Like Mellon, and others of his ilk, rain rot and sunburn be damned as Ramsey Farm manager Mark Partridge points out “We raise them for the race track not the show ring. That is probably one of the reasons we are doing so well. They are used to running with 30 head in a field. We have 70-acre fields out there that are up and down hill. They are running across there, biting each other as they are running.”

Yes, they are…

Ramsey’s winning streak into the big time includes the 2004 Virginia Derby Gr. 2 with now foundation sire Kitten’s Joy.

Here’s more in a profile from ESPN:

By Amanda Duckworth | Special to ESPN.com

Anymore, most horses you see on the track are racing for an owner who bought them at a sale. The game needs auctions to continue because many of the players aren’t interested in the breeding aspect of the industry. They only want to race.

For instance, the marathon Keeneland September yearling sale is currently in its second week. Horses are swapping hands, money is being spent, and the sale continues to validate its revered place on the calendar. After all, at the start of September, 91 horses that trotted through that auction ring as yearlings have gone on to win graded/group stakes to date in 2013, including 29 Grade/Group 1 winners.

However, what makes this sport so great is that there is no one way to taste success at its highest levels. Take for instance the fascinating case of Ken Ramsey and Kitten’s Joy.

Ramsey bred and raced Kitten’s Joy, who retired a champion. Although he has a beautiful pedigree and was undeniably talented, Kitten’s Joy didn’t exactly have breeders falling all over themselves when it came time to send mares to him. Why? He was a turf horse, and most of the time, turf horses are the red-headed stepchildren of the American racing scene.

A little thing like industry-wide doubt has never stopped Ramsey though. He strategically acquired well-bred fillies that had fallen into the claiming ranks for one reason or another and filled Kitten’s Joy’s book that way.

It may have been a joke at the time, but no one is laughing now. In August, Ramsey Farm won three Grade 1 races in a single day with three homebred sons of Kitten’s Joy, including the Arlington Million. The horse is at the top of all the sire lists and the farm is at the top of the leading breeder and owner lists.

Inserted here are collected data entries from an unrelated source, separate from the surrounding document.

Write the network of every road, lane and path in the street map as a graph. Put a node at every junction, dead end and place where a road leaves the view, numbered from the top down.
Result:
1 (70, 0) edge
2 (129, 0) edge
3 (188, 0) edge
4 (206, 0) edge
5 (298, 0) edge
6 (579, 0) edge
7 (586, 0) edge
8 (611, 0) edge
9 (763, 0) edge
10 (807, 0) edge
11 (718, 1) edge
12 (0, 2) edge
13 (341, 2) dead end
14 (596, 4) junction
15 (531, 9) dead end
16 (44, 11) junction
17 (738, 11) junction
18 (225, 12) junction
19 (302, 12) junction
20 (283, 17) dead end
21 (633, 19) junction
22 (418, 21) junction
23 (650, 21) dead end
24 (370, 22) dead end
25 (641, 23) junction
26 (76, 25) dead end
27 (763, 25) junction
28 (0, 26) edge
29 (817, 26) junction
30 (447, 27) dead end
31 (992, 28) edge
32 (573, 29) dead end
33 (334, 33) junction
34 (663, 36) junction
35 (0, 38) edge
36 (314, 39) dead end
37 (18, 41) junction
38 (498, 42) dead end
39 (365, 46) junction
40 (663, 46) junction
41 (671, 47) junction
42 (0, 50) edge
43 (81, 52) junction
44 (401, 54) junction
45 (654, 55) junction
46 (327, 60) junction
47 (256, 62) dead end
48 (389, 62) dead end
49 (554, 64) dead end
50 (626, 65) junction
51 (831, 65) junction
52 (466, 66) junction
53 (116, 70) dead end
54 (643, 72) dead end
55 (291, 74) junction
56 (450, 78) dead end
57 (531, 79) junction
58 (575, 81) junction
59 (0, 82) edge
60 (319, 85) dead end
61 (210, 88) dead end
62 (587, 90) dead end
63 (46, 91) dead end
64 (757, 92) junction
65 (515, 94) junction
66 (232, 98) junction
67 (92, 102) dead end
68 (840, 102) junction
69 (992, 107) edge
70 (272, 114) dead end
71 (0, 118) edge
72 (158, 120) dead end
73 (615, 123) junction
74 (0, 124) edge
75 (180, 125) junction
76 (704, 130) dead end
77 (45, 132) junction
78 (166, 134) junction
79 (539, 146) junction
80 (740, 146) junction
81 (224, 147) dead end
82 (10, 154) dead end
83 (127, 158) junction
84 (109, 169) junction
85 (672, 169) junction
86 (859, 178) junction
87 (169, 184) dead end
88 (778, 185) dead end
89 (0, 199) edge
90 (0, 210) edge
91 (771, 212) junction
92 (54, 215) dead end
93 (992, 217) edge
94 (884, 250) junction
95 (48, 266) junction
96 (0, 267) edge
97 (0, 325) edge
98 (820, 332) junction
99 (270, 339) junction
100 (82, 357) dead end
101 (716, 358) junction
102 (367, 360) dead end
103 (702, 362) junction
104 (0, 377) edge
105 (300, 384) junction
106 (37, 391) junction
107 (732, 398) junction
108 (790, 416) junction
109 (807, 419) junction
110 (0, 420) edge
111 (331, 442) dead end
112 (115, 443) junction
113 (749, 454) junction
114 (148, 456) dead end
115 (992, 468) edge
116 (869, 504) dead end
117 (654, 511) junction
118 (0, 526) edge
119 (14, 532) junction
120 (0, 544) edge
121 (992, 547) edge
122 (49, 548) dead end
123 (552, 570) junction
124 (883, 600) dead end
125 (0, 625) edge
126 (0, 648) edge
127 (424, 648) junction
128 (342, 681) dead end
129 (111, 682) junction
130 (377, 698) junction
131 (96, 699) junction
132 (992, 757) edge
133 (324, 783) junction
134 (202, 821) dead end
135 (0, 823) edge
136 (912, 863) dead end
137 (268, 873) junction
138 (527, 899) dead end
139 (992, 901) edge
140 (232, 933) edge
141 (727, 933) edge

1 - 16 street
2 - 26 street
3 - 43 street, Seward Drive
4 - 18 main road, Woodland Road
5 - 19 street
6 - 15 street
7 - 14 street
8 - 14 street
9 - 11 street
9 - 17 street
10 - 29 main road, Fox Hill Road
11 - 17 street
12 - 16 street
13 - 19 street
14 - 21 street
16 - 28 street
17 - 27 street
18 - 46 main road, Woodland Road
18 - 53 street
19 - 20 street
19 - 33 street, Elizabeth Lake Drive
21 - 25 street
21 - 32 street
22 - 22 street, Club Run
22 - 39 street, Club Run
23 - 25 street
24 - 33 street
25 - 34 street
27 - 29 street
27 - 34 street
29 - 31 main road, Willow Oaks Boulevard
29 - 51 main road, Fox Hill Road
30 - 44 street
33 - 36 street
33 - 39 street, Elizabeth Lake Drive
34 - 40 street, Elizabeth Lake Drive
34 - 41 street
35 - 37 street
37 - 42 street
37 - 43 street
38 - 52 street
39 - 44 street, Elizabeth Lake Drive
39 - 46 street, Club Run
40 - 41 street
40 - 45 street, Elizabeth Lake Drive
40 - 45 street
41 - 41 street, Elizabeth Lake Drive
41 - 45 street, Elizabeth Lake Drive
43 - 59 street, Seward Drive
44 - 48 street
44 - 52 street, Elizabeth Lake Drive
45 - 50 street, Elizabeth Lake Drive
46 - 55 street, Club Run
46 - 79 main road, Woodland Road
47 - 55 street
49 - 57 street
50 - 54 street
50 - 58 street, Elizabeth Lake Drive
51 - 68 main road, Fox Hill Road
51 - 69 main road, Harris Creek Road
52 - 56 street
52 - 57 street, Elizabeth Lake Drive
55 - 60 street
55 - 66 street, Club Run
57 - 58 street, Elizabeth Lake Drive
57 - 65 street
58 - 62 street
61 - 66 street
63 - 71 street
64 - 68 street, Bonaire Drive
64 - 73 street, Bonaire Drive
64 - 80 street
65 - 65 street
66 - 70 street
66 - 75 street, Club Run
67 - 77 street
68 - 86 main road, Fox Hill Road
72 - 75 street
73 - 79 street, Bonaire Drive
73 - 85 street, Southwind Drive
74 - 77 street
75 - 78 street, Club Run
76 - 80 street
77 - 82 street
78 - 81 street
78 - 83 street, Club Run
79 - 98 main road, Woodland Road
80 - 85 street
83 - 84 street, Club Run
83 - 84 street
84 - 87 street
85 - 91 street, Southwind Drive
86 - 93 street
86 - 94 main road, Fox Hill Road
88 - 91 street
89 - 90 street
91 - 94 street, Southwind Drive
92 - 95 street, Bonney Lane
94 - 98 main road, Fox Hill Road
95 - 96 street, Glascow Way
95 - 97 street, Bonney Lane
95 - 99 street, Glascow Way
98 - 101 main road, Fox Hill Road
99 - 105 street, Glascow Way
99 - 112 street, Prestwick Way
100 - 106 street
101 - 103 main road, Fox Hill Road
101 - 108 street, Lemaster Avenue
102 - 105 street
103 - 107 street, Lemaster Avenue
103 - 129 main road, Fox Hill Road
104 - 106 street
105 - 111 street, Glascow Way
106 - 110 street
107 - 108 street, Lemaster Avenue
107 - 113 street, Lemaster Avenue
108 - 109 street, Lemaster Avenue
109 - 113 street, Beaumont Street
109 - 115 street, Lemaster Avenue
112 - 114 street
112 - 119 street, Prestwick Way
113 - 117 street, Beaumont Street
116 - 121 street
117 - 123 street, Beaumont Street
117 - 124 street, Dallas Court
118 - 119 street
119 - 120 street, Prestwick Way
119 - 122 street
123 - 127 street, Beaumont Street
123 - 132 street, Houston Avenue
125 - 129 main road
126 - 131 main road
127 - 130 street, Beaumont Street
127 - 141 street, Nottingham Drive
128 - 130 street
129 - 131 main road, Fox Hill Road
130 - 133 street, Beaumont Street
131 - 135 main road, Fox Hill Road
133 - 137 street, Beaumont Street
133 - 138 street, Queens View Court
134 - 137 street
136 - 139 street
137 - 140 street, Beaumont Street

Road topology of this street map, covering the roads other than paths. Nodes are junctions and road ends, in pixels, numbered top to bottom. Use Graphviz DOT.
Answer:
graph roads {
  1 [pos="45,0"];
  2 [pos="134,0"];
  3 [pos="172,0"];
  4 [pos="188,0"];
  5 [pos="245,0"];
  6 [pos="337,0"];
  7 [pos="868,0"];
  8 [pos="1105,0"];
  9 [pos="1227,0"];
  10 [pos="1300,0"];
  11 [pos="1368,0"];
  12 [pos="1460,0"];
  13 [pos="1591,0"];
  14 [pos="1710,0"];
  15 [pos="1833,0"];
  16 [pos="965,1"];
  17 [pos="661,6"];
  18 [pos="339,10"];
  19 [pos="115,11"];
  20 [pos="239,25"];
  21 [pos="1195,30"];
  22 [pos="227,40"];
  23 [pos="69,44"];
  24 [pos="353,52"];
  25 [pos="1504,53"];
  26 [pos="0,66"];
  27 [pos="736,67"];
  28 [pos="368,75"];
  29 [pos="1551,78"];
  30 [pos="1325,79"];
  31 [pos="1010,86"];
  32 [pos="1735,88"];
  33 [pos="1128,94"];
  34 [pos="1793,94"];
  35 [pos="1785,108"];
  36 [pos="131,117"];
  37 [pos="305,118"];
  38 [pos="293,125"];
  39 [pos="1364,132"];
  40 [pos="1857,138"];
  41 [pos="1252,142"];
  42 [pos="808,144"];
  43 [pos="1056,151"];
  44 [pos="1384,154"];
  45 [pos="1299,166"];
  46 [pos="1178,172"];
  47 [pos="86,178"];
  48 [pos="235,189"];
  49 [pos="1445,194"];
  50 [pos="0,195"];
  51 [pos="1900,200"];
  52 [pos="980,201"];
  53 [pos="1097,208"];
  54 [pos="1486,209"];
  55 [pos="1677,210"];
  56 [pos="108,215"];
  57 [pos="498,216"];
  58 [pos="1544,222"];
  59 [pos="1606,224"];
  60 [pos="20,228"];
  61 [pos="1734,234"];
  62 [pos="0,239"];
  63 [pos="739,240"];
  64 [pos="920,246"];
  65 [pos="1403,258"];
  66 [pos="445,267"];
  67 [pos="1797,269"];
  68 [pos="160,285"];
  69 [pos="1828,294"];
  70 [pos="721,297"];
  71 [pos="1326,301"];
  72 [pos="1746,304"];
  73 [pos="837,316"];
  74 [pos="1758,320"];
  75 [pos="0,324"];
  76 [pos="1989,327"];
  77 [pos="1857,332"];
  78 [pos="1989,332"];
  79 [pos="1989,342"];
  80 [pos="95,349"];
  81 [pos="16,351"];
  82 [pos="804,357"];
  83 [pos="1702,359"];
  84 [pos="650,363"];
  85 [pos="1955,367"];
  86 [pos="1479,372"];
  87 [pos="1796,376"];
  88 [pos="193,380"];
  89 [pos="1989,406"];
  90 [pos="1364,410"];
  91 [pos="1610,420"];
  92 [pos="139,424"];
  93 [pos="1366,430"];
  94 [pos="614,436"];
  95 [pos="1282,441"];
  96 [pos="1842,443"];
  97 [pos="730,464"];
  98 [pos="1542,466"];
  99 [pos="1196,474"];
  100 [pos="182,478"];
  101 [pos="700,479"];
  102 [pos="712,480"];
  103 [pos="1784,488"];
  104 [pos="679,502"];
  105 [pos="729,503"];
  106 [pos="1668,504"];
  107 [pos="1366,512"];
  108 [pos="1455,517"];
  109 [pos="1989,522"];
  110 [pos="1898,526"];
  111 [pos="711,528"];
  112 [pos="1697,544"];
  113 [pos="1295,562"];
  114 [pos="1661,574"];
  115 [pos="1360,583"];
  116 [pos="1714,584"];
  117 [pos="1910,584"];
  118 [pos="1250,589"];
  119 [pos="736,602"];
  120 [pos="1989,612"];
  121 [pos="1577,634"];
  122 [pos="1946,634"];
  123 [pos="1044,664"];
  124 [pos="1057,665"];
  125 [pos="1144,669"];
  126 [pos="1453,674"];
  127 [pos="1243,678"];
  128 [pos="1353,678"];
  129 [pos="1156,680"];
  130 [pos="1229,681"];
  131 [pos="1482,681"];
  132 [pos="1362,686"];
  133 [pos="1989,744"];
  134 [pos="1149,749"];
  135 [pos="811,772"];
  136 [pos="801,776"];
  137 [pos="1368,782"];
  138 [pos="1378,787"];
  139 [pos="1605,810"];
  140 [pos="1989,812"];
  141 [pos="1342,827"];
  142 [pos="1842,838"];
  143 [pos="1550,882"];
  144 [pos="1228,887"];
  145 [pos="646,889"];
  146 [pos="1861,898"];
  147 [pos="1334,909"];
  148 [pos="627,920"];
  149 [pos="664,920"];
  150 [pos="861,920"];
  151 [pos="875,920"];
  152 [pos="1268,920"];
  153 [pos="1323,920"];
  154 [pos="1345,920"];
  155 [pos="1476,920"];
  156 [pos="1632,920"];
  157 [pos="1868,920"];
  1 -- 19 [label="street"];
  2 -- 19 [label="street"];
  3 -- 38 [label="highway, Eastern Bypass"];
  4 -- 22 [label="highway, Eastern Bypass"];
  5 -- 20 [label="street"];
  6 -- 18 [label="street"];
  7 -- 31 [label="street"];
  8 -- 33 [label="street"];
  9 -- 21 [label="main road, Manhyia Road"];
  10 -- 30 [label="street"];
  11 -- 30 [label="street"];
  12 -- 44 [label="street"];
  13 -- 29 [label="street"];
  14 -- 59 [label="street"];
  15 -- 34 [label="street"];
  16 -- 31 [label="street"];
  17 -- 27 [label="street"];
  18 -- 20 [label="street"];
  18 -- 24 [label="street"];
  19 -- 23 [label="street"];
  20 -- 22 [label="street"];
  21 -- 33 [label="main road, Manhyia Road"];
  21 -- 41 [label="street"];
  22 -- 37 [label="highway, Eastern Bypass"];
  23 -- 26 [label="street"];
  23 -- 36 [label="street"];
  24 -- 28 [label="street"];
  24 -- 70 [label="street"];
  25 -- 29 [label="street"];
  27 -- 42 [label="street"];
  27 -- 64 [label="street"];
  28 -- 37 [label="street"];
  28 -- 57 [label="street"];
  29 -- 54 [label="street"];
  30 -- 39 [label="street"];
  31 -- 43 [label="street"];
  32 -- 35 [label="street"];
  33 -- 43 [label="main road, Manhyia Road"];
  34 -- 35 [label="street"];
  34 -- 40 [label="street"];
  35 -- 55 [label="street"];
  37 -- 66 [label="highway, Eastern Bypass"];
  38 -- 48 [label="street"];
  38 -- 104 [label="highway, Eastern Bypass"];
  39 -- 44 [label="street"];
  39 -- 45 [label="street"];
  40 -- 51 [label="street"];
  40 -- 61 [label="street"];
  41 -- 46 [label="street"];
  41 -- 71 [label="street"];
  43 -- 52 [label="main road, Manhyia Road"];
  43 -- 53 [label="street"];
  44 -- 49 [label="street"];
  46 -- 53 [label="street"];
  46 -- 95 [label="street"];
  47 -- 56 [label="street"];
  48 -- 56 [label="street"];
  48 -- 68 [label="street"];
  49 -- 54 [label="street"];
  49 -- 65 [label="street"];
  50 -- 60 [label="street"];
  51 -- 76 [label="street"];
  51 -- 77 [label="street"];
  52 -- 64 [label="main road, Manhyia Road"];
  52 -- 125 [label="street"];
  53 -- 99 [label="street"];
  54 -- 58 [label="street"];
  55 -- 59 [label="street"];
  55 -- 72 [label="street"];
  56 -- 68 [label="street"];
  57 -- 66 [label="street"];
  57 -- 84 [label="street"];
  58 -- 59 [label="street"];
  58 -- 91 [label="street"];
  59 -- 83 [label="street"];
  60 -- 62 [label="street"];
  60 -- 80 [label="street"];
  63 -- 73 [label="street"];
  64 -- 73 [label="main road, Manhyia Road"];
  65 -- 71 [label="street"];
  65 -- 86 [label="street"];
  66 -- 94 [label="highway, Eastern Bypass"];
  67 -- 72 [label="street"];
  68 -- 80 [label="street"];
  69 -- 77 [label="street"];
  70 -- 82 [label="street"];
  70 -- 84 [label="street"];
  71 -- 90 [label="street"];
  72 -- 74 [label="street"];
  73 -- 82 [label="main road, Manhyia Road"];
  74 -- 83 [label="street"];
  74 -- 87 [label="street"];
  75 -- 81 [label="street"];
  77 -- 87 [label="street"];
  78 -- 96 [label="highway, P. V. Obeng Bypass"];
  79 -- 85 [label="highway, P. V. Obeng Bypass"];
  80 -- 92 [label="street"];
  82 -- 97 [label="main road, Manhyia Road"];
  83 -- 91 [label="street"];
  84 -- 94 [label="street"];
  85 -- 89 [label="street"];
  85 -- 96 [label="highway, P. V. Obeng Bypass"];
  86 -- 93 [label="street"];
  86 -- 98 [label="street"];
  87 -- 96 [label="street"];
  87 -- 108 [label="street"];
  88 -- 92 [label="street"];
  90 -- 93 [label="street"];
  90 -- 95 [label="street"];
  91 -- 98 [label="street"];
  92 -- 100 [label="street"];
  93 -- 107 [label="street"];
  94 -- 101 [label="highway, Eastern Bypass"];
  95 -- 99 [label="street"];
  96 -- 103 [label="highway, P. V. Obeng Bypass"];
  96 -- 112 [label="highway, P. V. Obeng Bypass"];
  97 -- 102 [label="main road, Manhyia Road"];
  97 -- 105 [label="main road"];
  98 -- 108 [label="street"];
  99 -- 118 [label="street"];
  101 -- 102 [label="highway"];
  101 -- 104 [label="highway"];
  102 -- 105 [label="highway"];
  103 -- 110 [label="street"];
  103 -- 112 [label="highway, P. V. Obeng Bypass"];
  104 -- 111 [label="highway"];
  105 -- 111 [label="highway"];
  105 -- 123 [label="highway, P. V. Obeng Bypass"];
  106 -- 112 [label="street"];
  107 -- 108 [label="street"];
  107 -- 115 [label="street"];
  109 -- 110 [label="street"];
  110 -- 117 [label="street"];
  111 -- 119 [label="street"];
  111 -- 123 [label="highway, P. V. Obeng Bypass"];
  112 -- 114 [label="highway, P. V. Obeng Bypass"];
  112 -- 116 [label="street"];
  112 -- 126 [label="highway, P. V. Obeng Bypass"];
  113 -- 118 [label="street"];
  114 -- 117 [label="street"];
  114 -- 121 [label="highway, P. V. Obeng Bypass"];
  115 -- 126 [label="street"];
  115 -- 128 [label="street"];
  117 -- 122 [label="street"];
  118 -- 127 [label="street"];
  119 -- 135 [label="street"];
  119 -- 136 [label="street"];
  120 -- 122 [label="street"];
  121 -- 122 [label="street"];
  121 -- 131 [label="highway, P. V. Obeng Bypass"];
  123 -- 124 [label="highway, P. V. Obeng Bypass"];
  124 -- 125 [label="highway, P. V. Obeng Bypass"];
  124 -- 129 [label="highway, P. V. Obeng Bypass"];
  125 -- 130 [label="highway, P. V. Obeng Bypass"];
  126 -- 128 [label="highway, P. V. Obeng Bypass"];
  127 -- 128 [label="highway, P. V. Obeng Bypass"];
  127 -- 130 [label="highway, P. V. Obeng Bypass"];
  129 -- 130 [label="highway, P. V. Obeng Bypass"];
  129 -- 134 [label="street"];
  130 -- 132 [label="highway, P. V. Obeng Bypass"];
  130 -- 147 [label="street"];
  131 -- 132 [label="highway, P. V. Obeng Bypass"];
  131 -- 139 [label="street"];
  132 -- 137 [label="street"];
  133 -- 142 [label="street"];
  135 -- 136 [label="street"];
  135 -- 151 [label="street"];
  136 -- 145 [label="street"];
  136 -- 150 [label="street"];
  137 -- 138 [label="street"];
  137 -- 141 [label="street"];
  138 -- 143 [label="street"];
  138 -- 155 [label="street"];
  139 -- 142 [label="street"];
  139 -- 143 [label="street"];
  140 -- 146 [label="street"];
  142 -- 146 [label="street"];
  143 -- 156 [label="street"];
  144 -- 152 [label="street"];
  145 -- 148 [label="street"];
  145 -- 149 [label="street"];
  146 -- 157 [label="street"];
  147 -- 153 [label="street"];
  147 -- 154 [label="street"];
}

After that historic day, a significant statistic came to light: of Kitten’s Joy’s 38 stakes winners, Ramsey Farm bred 36 of them.

“We are breeding to race, which is quite different from most of the farms,” said Ramsey. “Unless it is too hot, the horses are out there 24 hours a day, 365 days a year, and can have ice in their manes. We raise them tough, and they run tough.”


Kitten’s Spa (Horsephotos.com/ESPN)

In other words, those 36 stakes winners grew up a bit differently than horses destined for the sales ring. Ramsey and his farm manager, Mark Partridge, never had to worry about making sure those foals’ coats didn’t get sun-bleached or if they played too rough with their paddock mates. Instead, they focused on letting them be, well, horses.

“We raise them for the race track not the show ring,” said Partridge. “That is probably one of the reasons we are doing so well. They are used to running with 30 head in a field. We have 70-acre fields out there that are up and down hill. They are running across there, biting each other as they are running.”

Another thing Ramsey takes pride in is the fact that the horses on Ramsey Farm don’t drink city water. Instead, they have set up a system to pull water from springs and creeks that are on farm property.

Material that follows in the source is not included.